Moreover, for PC clinicians, a close examination of power structures, systems of care, and payment policies that promote inequities in serious illness care is needed. Systems that encourage inequities include, but are not limited to, lack of diversity in the PC field, poor representation of Black clinicians in leadership positions, and less availability of PC services and training opportunities in minority-serving hospitals.42,111 In addition, Medicaid, the country's state-based safety-net insurance program, is a poignant exemplar of payment policy steeped in structural racism. The federal government gives states significant discretion over the health services for which Medicaid reimburses. Hospice and PC are not classified as essential benefits under Medicaid.112,113 Medicaid programs have also underfunded care in nursing homes, where a higher proportion of Black Americans than White Americans die.114
Access to PC and hospice must improve for Black Americans by requiring federal and state-level policy changes as well as correct attribution of factors related to lack of hospice use among Black Americans.83,115 PC interventions must directly target underserved hospitals and communities of color. Antiracist health care policies should be designed with a purview that encompasses health equity along the complete health care continuum, including disease prevention, treatment, and quality EOL care.116,117
Conclusion
Dismantling racism is a continuous reflective process, which demands that clinicians understand how explicit and implicit biases and disparities are generated. It also requires vigilance and constant reevaluation of practices, policies, and systems that perpetuate or exacerbate these racial inequities. This article is strengthened by our author group, which includes a range of racial, cultural, and other under-represented identities, but we recognize inherent limitations may prevent us from seeing and addressing all levels of race-based implications. Black Americans face significantly greater barriers to high-quality serious illness care. The information in this article highlights several important drivers of race disparities and provides guidance to improve the delivery of PC to Black Americans.
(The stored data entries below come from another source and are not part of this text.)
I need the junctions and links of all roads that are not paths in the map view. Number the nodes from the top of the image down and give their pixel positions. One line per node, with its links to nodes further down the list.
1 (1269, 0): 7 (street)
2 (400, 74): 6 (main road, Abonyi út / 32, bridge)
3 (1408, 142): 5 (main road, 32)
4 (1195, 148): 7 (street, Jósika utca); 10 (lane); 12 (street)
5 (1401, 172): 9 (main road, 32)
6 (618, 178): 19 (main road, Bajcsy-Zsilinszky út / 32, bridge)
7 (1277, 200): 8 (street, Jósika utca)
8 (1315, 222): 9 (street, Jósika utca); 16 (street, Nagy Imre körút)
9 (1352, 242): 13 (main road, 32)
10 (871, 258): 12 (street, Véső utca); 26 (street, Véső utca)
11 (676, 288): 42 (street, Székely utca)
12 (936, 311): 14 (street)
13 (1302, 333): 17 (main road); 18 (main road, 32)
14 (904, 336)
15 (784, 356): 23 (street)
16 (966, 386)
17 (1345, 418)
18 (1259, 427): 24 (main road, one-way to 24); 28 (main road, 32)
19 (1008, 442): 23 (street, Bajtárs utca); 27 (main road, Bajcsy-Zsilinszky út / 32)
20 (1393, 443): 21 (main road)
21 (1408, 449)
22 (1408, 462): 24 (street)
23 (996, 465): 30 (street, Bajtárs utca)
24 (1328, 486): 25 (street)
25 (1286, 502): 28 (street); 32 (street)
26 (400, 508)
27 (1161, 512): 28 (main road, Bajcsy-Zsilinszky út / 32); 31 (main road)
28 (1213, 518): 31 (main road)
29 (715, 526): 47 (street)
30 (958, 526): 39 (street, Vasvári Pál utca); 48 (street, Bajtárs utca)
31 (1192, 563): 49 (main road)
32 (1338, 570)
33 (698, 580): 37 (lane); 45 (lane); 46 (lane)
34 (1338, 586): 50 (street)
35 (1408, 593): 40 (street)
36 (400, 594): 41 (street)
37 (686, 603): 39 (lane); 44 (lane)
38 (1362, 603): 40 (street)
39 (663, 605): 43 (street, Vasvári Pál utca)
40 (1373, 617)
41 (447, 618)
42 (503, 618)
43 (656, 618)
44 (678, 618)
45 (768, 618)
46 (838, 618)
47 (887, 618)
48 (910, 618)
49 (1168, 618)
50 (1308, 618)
We also acknowledge that while Black Americans represent a heterogeneous group, they largely have a shared experience of racism in the U.S. health care and social system. To erode the impact of racism in PC, Black Americans deserve and we all should demand high-quality, tailored care that aligns with individual patients' goals and values not race-based ideas or factors. To improve equitable delivery of serious illness care, we must also promote diversity in our field and honor and support scholars, clinicians, and researchers working to advance a national agenda to address and eradicate disparities in the delivery of PC.
Funding Information
K.F.J. is funded by the National Institute of Nursing Research Ruth L. Kirschstein National Service Award (F31NR019929-01) and is a Jonas Mental Health Scholar 2021–2023. L.T.S. is supported by the Ruth L. Kirschstein National Research Service Award training program in Individualized Care for at Risk Older Adults at the University of Pennsylvania, National Institute of Nursing Research of the National Institutes of Health (T32NR009356). W.E.R. is funded by the NIH/NCI Cancer Center Support Grant P30 CA008748 and the NCI award number T32 CA009461. S.Q.B. is funded by the National Institute of Arthritis and Musculoskeletal and Skin Diseases (K23AR076463).
Author Disclosure Statement
No competing financial interests exist.